Abstract

This work deals with new lithostratigraphic, sedimentological, petrographic and geochemical data collected from coastal Quaternary formations of the Tangier Peninsula along the Northern Atlantic and Mediterranean coasts in the southern side of the Gibraltar Strait (Morocco). The sedimentological features of the analyzed sections reflect a palaeoenvironment evolution from a submerged beach-type to a high energy littoral depositional system, namely lower shoreface to beachface environment with a regressive trend to thickening- and coarsening-upward sequences. Other successions, located nearby Larache city and in the Sidi Kankouch area, are also characterized by a positive trend to fining- and thinning-upward sequences, reflecting an evolution from lower beachface or upper shoreface to lower shoreface. It is possible that the transgressive to regressive trend inversion could be related to fluctuations of sediment input rate versus accommodation space during the progradation of a coastal palaeoenvironment.
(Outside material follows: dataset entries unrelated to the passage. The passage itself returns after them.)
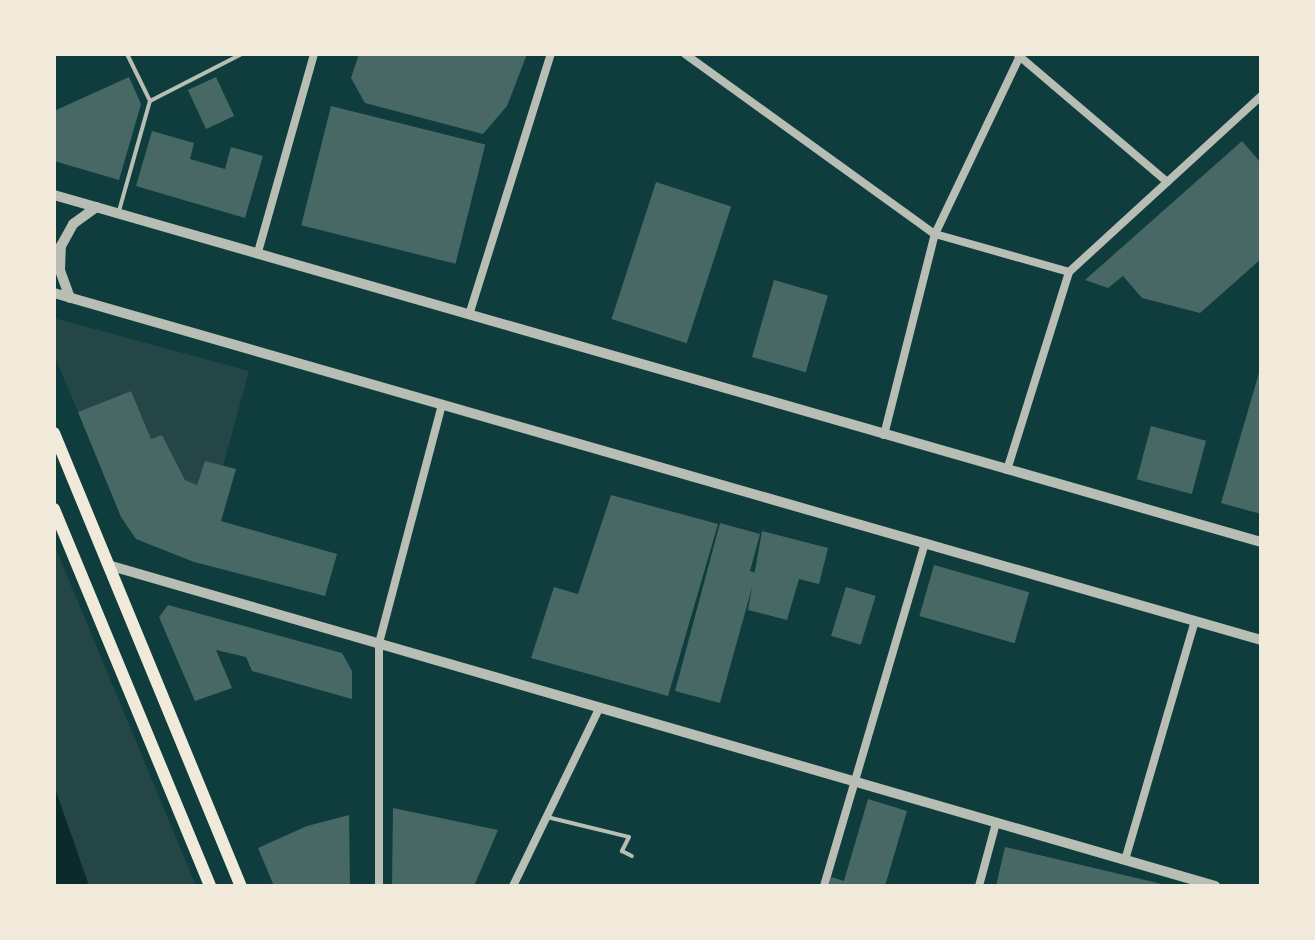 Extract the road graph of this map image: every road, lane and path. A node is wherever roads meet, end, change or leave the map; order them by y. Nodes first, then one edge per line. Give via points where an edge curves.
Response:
1 (127, 54) edge
2 (242, 54) edge
3 (314, 54) edge
4 (551, 54) edge
5 (685, 54) edge
6 (1019, 55) edge
7 (1261, 96) edge
8 (150, 101) junction
9 (1167, 182) junction
10 (54, 195) edge
11 (96, 207) junction
12 (118, 214) junction
13 (935, 234) junction
14 (258, 252) junction
15 (1069, 272) junction
16 (54, 293) edge
17 (70, 298) junction
18 (469, 315) junction
19 (442, 404) junction
20 (54, 433) edge
21 (884, 435) junction
22 (1007, 470) junction
23 (54, 509) edge
24 (1261, 542) edge
25 (925, 543) junction
26 (108, 565) junction
27 (1195, 621) junction
28 (1261, 640) edge
29 (379, 643) junction
30 (599, 709) junction
31 (854, 783) junction
32 (547, 817) junction
33 (996, 823) junction
34 (632, 856) dead end
35 (1125, 860) junction
36 (210, 886) edge
37 (241, 886) edge
38 (379, 886) edge
39 (513, 886) edge
40 (824, 886) edge
41 (979, 886) edge
42 (1215, 886) edge

1 - 8 lane
2 - 8 lane
3 - 14 street
4 - 18 street
5 - 13 street
6 - 9 street
6 - 13 street
7 - 9 street
8 - 12 lane
9 - 15 street
10 - 11 street
11 - 12 street
11 - 17 street via 73,224 61,246 60,270
12 - 14 street
13 - 15 street
13 - 21 street
14 - 18 street
15 - 22 street
16 - 17 street
17 - 19 street
18 - 21 street
19 - 25 street
19 - 29 street
20 - 26 main road
21 - 22 street
22 - 24 street
23 - 36 main road
25 - 27 street
25 - 31 street
26 - 29 street
26 - 37 main road
27 - 28 street
27 - 35 street
29 - 30 street
29 - 38 street
30 - 31 street
30 - 32 street
31 - 33 street
31 - 40 street
32 - 34 lane via 629,837 622,851
32 - 39 street
33 - 35 street
33 - 41 street
35 - 42 street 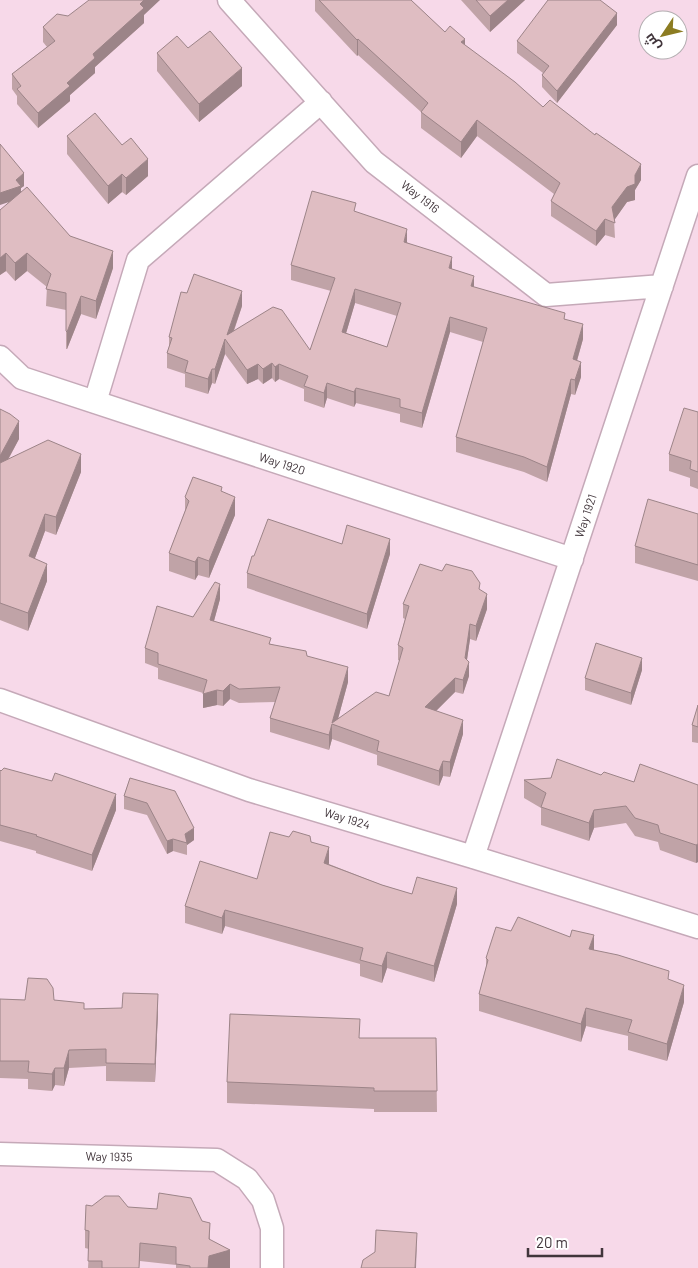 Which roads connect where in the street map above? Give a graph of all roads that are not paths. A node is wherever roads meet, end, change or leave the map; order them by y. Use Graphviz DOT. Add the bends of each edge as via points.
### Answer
graph roads {
  1 [pos="230,0"];
  2 [pos="321,102"];
  3 [pos="698,176"];
  4 [pos="662,286"];
  5 [pos="0,356"];
  6 [pos="95,402"];
  7 [pos="572,559"];
  8 [pos="0,700"];
  9 [pos="473,857"];
  10 [pos="698,927"];
  11 [pos="0,1154"];
  12 [pos="272,1268"];
  1 -- 2 [label="street, Way 1916"];
  2 -- 4 [label="street, Way 1916" via="374,162 546,294"];
  2 -- 6 [label="street" via="138,260"];
  3 -- 4 [label="street, Way 1921"];
  4 -- 7 [label="street, Way 1921"];
  5 -- 6 [label="street, Way 1920" via="22,378"];
  6 -- 7 [label="street, Way 1920"];
  7 -- 9 [label="street, Way 1921"];
  8 -- 9 [label="street, Way 1924" via="249,790"];
  9 -- 10 [label="street, Way 1924"];
  11 -- 12 [label="street, Way 1935" via="217,1160 248,1178 263,1200 272,1228"];
} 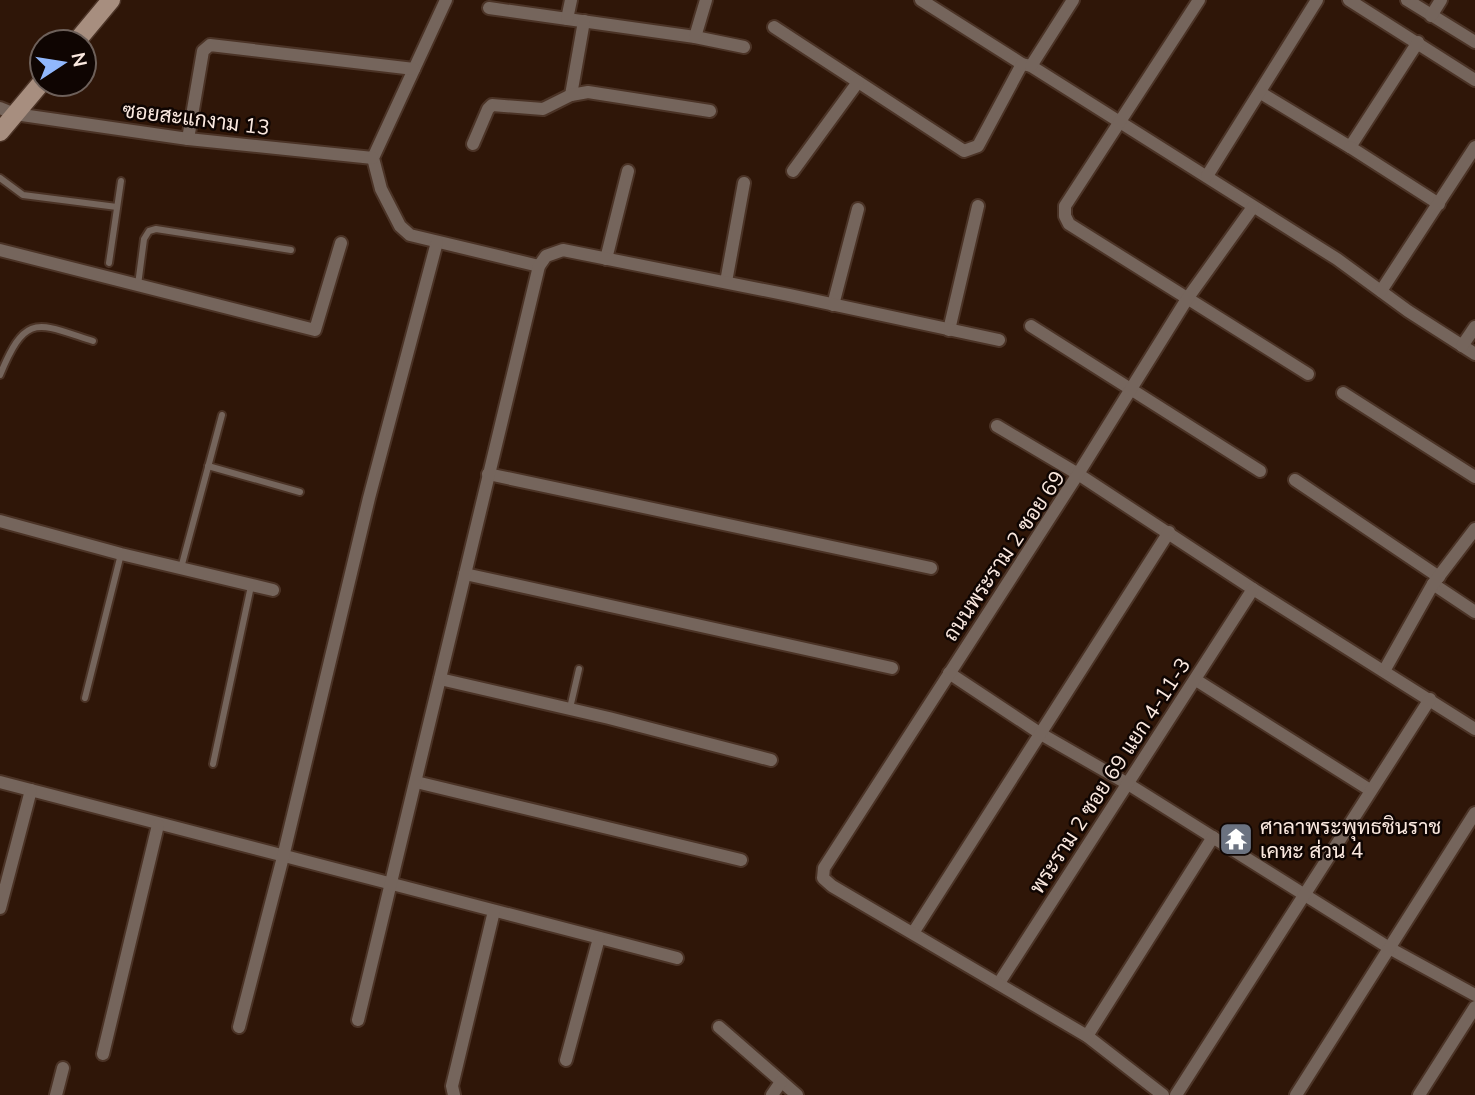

The lateral and vertical evolution of the studied marine formations is related to late Quaternary neotectonics, mainly to the last repercussions of isostatic rebound of the External and Flysch Basin Domains, during a period of relatively uniform sea level between 280,000 and 125,000 years B.P. The provenance of arenites of these Quaternary marine formations, studied by means of modal counting and geochemical analysis, seems to be linked mainly to Middle-Upper Miocene and Pliocene terrigenous successions, unconformably resting on various formations of the Neogene accretionary prism. The latter has been built by the stacking of Flysch Nappes and External Units of the Northern Rif Chain.